MPPT Reactive Control Algorithm for Heaving Wave Energy Converters with Power Setpoint Capabilities

Abstract

Reactive control is a popular method for maximizing wave energy absorption in wave energy converters (WECs). This technique involves adjusting the damping and stiffness coefficients of the WEC to align its natural frequency with the frequency of incoming waves. Unfortunately, wave variability and complex hydrodynamics have posed challenges in accurately determining these coefficients. This paper proposes a model-independent approach for reactive control based on a variable step size maximum power point tracking (MPPT) algorithm. The MPPT algorithm tunes the WEC's damping and stiffness coefficients toward maximum generated power.
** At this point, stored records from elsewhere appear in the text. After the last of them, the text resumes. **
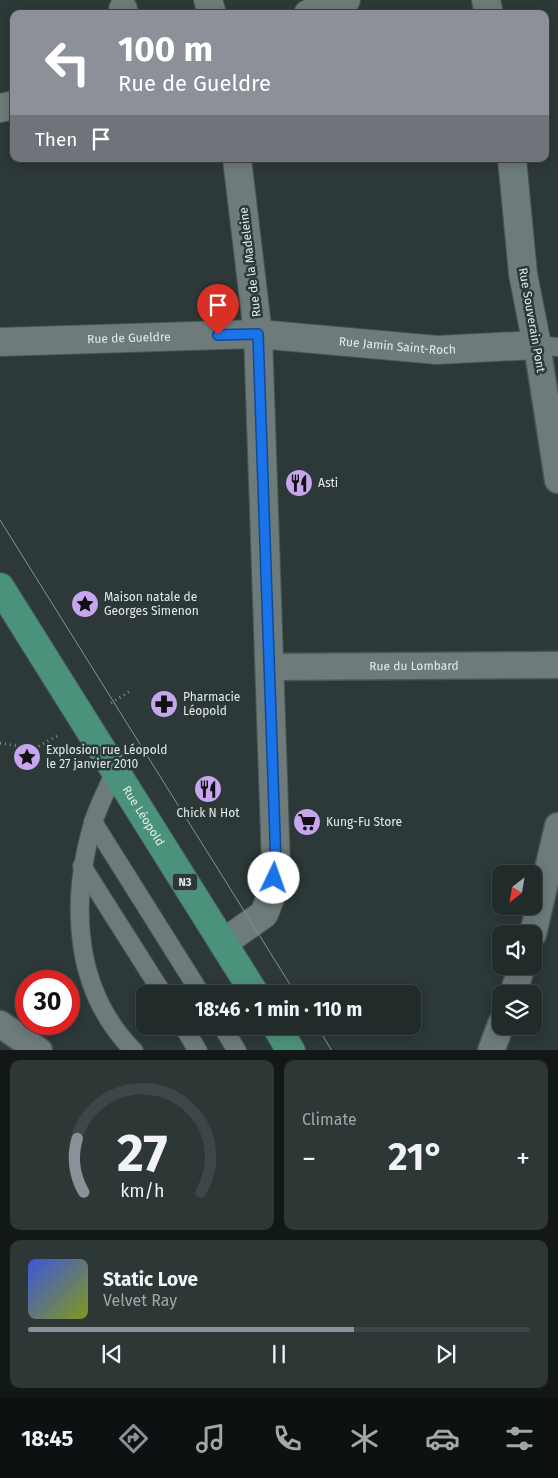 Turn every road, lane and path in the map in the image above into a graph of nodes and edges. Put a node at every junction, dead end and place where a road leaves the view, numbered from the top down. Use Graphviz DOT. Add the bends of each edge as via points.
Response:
graph roads {
  1 [pos="346,0"];
  2 [pos="319,10"];
  3 [pos="237,162"];
  4 [pos="512,162"];
  5 [pos="258,334"];
  6 [pos="0,342"];
  7 [pos="547,346"];
  8 [pos="558,480"];
  9 [pos="0,589"];
  10 [pos="558,664"];
  11 [pos="270,668"];
  12 [pos="84,720"];
  13 [pos="0,743"];
  14 [pos="115,771"];
  15 [pos="93,822"];
  16 [pos="558,826"];
  17 [pos="82,866"];
  18 [pos="535,925"];
  19 [pos="223,943"];
  20 [pos="156,985"];
  21 [pos="195,985"];
  22 [pos="249,985"];
  23 [pos="0,1024"];
  24 [pos="189,1035"];
  25 [pos="228,1035"];
  26 [pos="282,1035"];
  27 [pos="497,1035"];
  28 [pos="40,1050"];
  29 [pos="134,1050"];
  30 [pos="198,1050"];
  31 [pos="237,1050"];
  32 [pos="291,1050"];
  33 [pos="491,1050"];
  1 -- 2 [label="street"];
  3 -- 5 [label="street, Rue de la Madeleine"];
  4 -- 7 [label="street, Rue Souverain Pont" via="522,274"];
  5 -- 6 [label="street, Rue de Gueldre"];
  5 -- 7 [label="street, Rue Jamin Saint-Roch" via="437,350"];
  5 -- 11 [label="street, Rue de la Madeleine"];
  7 -- 8 [label="street, Rue Souverain Pont"];
  9 -- 12 [label="main road, Rue Léopold / N3"];
  10 -- 11 [label="street, Rue du Lombard"];
  11 -- 19 [label="street, Rue de la Madeleine" via="276,866 273,891 264,914"];
  12 -- 13 [label="path" via="34,750"];
  12 -- 14 [label="main road, Rue Léopold / N3"];
  14 -- 15 [label="lane"];
  14 -- 19 [label="main road, Rue Léopold / N3"];
  15 -- 17 [label="lane"];
  15 -- 21 [label="lane"];
  16 -- 18 [label="street"];
  17 -- 20 [label="lane"];
  17 -- 29 [label="lane" via="78,912 82,952 94,990 121,1037"];
  19 -- 22 [label="main road, Rue Léopold / N3"];
  23 -- 28 [label="street"];
  24 -- 30 [label="lane"];
  25 -- 31 [label="lane"];
  26 -- 32 [label="main road"];
  27 -- 33 [label="street"];
} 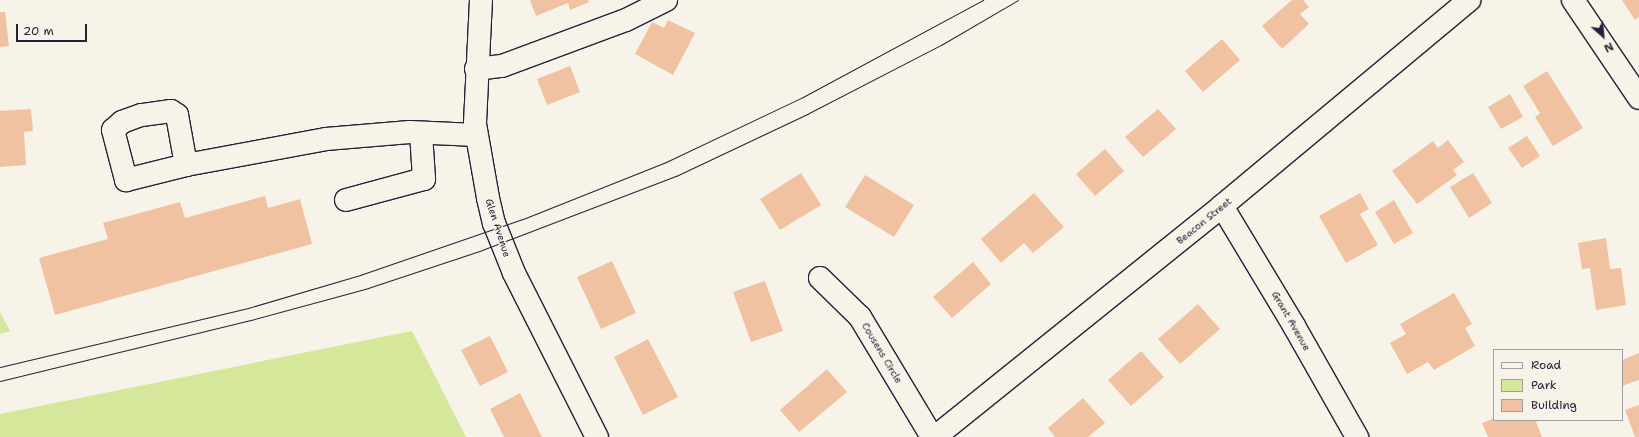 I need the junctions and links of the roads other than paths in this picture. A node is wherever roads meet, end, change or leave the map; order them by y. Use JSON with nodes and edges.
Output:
{"nodes":[{"id":1,"x":482,"y":0,"type":"edge"},
{"id":2,"x":666,"y":0,"type":"edge"},
{"id":3,"x":1469,"y":0,"type":"edge"},
{"id":4,"x":1574,"y":0,"type":"edge"},
{"id":5,"x":476,"y":69,"type":"junction"},
{"id":6,"x":1639,"y":98,"type":"edge"},
{"id":7,"x":421,"y":133,"type":"junction"},
{"id":8,"x":476,"y":135,"type":"junction"},
{"id":9,"x":186,"y":165,"type":"dead end"},
{"id":10,"x":346,"y":200,"type":"dead end"},
{"id":11,"x":1222,"y":206,"type":"junction"},
{"id":12,"x":820,"y":278,"type":"dead end"},
{"id":13,"x":597,"y":437,"type":"edge"},
{"id":14,"x":932,"y":437,"type":"edge"},
{"id":15,"x":935,"y":437,"type":"edge"},
{"id":16,"x":1357,"y":437,"type":"edge"}],
"edges":[{"from":1,"to":5,"type":"street","name":"Glen Avenue"},
{"from":2,"to":5,"type":"street"},
{"from":3,"to":11,"type":"street","name":"Beacon Street"},
{"from":4,"to":6,"type":"street"},
{"from":5,"to":8,"type":"street","name":"Glen Avenue"},
{"from":7,"to":8,"type":"street"},
{"from":7,"to":9,"type":"street"},
{"from":7,"to":10,"type":"street"},
{"from":8,"to":13,"type":"street","name":"Glen Avenue"},
{"from":11,"to":15,"type":"street","name":"Beacon Street"},
{"from":11,"to":16,"type":"street","name":"Grant Avenue"},
{"from":12,"to":14,"type":"street","name":"Cousens Circle"}]} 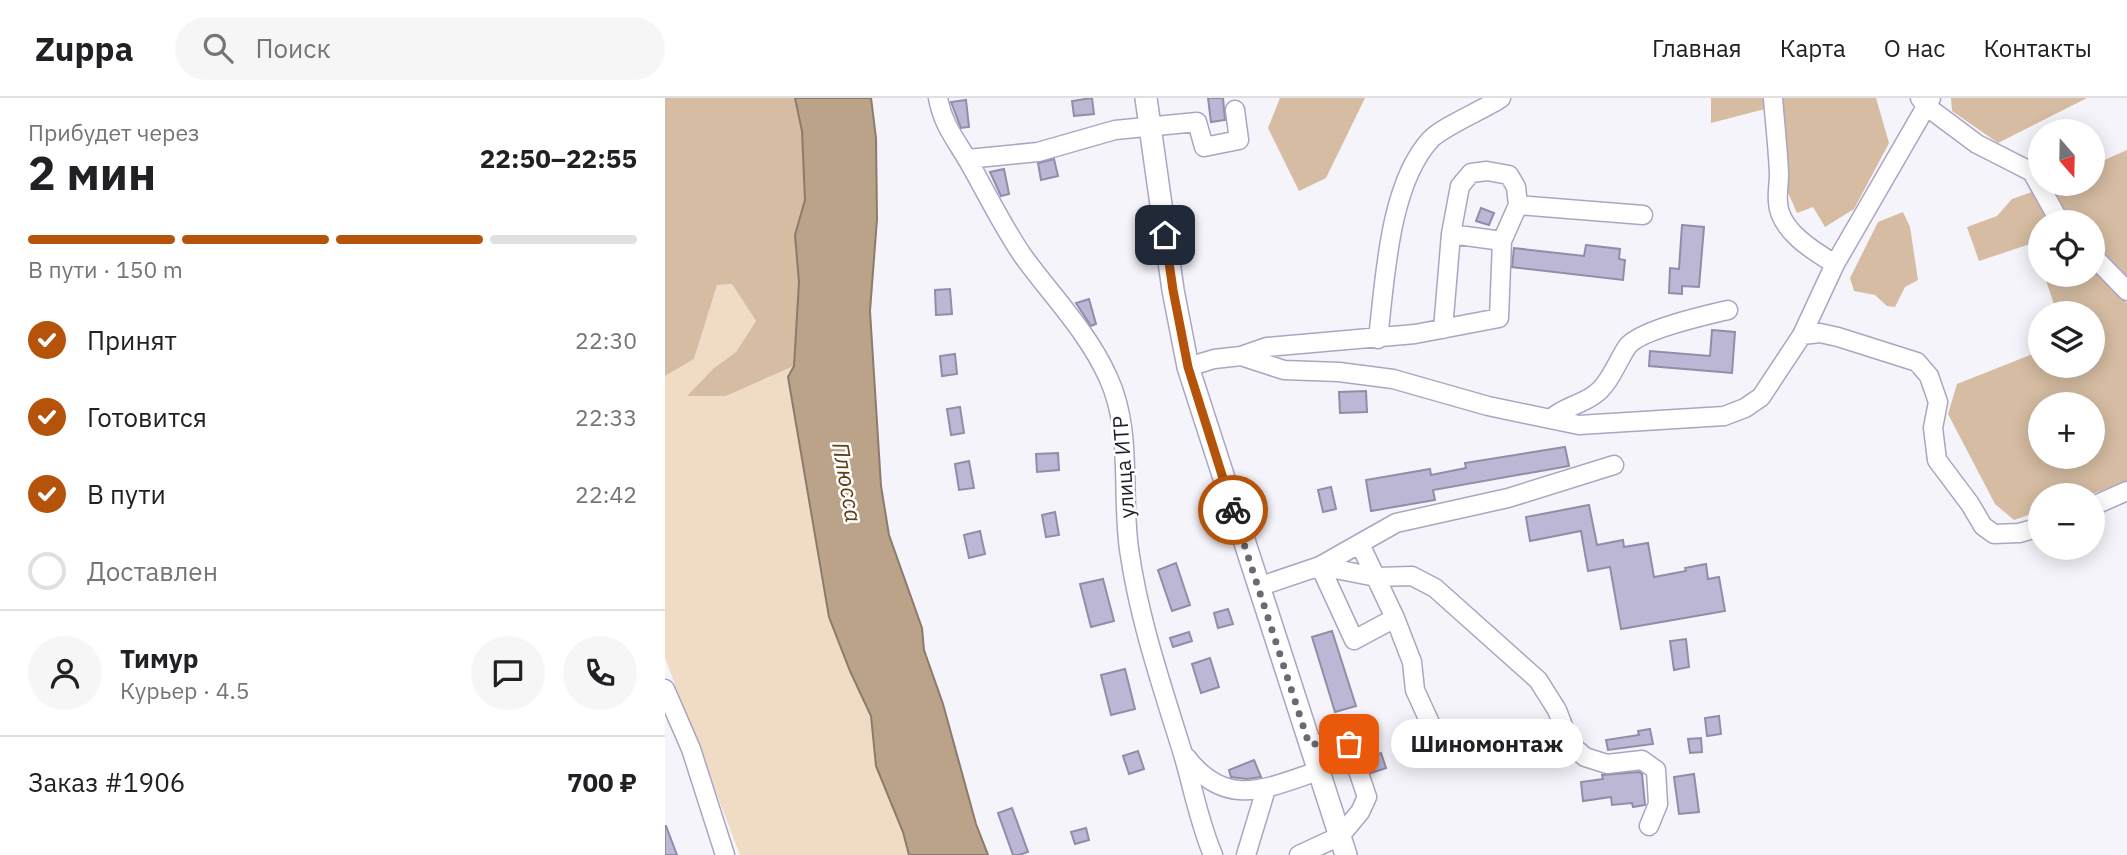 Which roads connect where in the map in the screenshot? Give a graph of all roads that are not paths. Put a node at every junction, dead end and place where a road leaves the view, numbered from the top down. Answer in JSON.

Furthermore, a power curtailment control (PCC) strategy is integrated, based on a proportional-integral (PI) controller that modifies the MPPT control force to follow power generation references below its maximum generation capacity. This capability is essential for grid integration, where power generation must match demand. Finally, a hardware-in-The-loop experimental setup was constructed to evaluate the proposed control strategies under monochromatic and polychromatic wave conditions. An analysis comparing MPPT and damping control under various polychromatic wave conditions revealed that MPPT achieves substantially higher electrical power, outperforming damping control by 55.4% to 70.6%. The experimental results demonstrated the efficacy of the PCC strategy in reducing the WEC power output to track specific power setpoints.